The first counter attack of someone else was immediately the one that worked. Huub Duyn gave it a try at 2 K from the finish. Josef Benedseder and Justin Morris were the only ones able or willing to follow. For Morris it all went too fast. A too nervous Benedseder started the sprint between the two of them from too far behind and the experienced Duyn overtook him and claimed his first ever mountain bike victory.
“At the 500 meter mark I tried to push it really hard but apparently not hard enough as Duyn managed to pass me”, said the disappointed Austrian rider. “This is already my second placing as second in this Crocodile Trophy. There are still two chances left for me. I came here for a stage win. I won’t give it up.”
With his third place Australian Justin Morris (Subaru/MarathonMTB.com) was as happy as if he had won. “We had a good team performance today. Graeme Arnott worked for his position as best Master in the GC, I would race for the stage win. I did not win, but this is really my best ever performance in a mountain bike race. I hope this can give other diabetics more hope; just because you have diabetes doesn’t mean that you can’t do sports at a high level.”
Next season Justin Morris will race on the road for Team Type 1 on the development program, as he already did in 2010. “I am the first diabetic to do this race. I hope some others will follow my example”, concluded Justin Morris.
Happiest rider in Kalpowar was of course Dutch rider Duyn. “It is true, I thought ‘what am I doing here?’ a lot and that I should really be somewhere nice with my wife in October, but now my perseverance delivered. I had no mountain bike experience at all. This race is technically not so hard, but there is the heat, today all those corrugations – I have blisters on my hands – and then after the stage you need to put up your tents, wash your clothes yourself etc. It makes it hard, but an unforgettable adventure.”

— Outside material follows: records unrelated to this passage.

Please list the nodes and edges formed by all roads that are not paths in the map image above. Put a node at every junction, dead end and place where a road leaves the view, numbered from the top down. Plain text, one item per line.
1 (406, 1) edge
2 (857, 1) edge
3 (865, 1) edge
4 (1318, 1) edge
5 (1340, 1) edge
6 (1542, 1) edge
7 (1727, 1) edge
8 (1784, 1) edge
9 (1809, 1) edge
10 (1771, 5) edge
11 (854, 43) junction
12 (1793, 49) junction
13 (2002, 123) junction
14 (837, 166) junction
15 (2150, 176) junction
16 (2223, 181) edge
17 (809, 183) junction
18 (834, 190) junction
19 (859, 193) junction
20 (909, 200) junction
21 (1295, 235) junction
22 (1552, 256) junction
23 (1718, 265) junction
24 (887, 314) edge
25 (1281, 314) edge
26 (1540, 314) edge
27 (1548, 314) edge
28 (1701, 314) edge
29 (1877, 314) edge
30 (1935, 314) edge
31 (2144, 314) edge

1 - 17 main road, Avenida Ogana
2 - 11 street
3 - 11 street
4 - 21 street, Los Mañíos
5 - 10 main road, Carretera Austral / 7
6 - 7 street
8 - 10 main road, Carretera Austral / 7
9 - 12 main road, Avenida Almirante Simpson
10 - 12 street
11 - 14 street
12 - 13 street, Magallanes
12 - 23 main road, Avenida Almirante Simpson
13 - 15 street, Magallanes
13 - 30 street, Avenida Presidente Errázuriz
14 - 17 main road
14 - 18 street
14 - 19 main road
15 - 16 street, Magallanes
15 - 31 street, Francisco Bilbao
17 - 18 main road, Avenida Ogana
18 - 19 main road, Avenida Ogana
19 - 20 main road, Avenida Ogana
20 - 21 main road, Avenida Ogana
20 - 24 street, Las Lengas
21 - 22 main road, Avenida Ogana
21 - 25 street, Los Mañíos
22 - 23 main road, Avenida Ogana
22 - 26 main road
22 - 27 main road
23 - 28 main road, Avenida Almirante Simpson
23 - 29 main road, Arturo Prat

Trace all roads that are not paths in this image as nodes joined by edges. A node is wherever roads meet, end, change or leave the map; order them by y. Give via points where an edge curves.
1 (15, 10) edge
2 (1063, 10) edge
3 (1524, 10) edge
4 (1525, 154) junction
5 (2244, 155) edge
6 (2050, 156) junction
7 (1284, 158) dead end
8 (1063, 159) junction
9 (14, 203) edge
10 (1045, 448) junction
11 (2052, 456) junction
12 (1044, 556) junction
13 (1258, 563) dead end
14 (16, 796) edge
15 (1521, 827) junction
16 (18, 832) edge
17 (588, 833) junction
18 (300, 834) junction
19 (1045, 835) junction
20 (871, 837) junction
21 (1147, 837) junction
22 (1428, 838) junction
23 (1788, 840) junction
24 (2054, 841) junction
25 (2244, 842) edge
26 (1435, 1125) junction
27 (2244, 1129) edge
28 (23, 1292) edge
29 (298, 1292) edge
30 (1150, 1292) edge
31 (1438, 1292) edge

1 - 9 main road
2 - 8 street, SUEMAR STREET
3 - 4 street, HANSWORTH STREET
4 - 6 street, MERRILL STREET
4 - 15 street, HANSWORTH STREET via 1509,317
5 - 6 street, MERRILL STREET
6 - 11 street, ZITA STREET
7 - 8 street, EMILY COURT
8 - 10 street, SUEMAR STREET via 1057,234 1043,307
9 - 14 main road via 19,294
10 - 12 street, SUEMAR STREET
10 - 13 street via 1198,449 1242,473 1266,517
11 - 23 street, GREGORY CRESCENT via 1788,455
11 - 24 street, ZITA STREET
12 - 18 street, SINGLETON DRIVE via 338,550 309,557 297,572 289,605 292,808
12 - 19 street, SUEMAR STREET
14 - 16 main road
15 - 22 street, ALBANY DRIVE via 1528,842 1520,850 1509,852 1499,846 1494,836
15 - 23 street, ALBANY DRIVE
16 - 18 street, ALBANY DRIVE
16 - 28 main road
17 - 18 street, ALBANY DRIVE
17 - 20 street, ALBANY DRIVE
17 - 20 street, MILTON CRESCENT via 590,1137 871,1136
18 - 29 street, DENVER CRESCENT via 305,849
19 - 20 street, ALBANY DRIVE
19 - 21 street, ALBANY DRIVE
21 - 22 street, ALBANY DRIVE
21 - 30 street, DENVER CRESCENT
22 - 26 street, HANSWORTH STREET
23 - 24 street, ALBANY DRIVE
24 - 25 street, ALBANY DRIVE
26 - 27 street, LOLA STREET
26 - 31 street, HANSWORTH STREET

After winning Paris-Tours for Rabobank Continental in 2006, Jonathan Vaughters brought Huub Duyn to his Slipstream-Chipotle team in 2007. He stayed there for three years. “That was a perfect team for me. Vaughters had patience with me after my mononucleosis in my first and an endofibrosis of the external iliac artery in my second year. They used me for all work. I started in all classic races for them. I can climb, I can ride the whole day in the front. I know my job in cycling.”
For Duyn, 2010 (Team NetApp) was a year to forget after being hit by a car, which left him with 5 fractures in his face. For continental Team Donckers Koffie Duyn got four podium places in 2011, but he had to come to Australia for his first victory.
Best Master 1 finisher in Kalpowar was Belgian Jan Verboven. “I have a full time job, two little kids, this Crocodile Trophy results are a surprise for me. On the other hand, I really trained for it a whole year. My father was a multi-winner in road races. I prefer mountain biking. That’s more fun, more nature, more honest.”
Tomorrow’s stage over 148 kilometers goes from Kalpowar to Starke. It will be a very hard and sandy stage with deep bull dust sectioins. Having suffered from a sore knee for the past few days, Australian John Boswell will not be at the start line any more.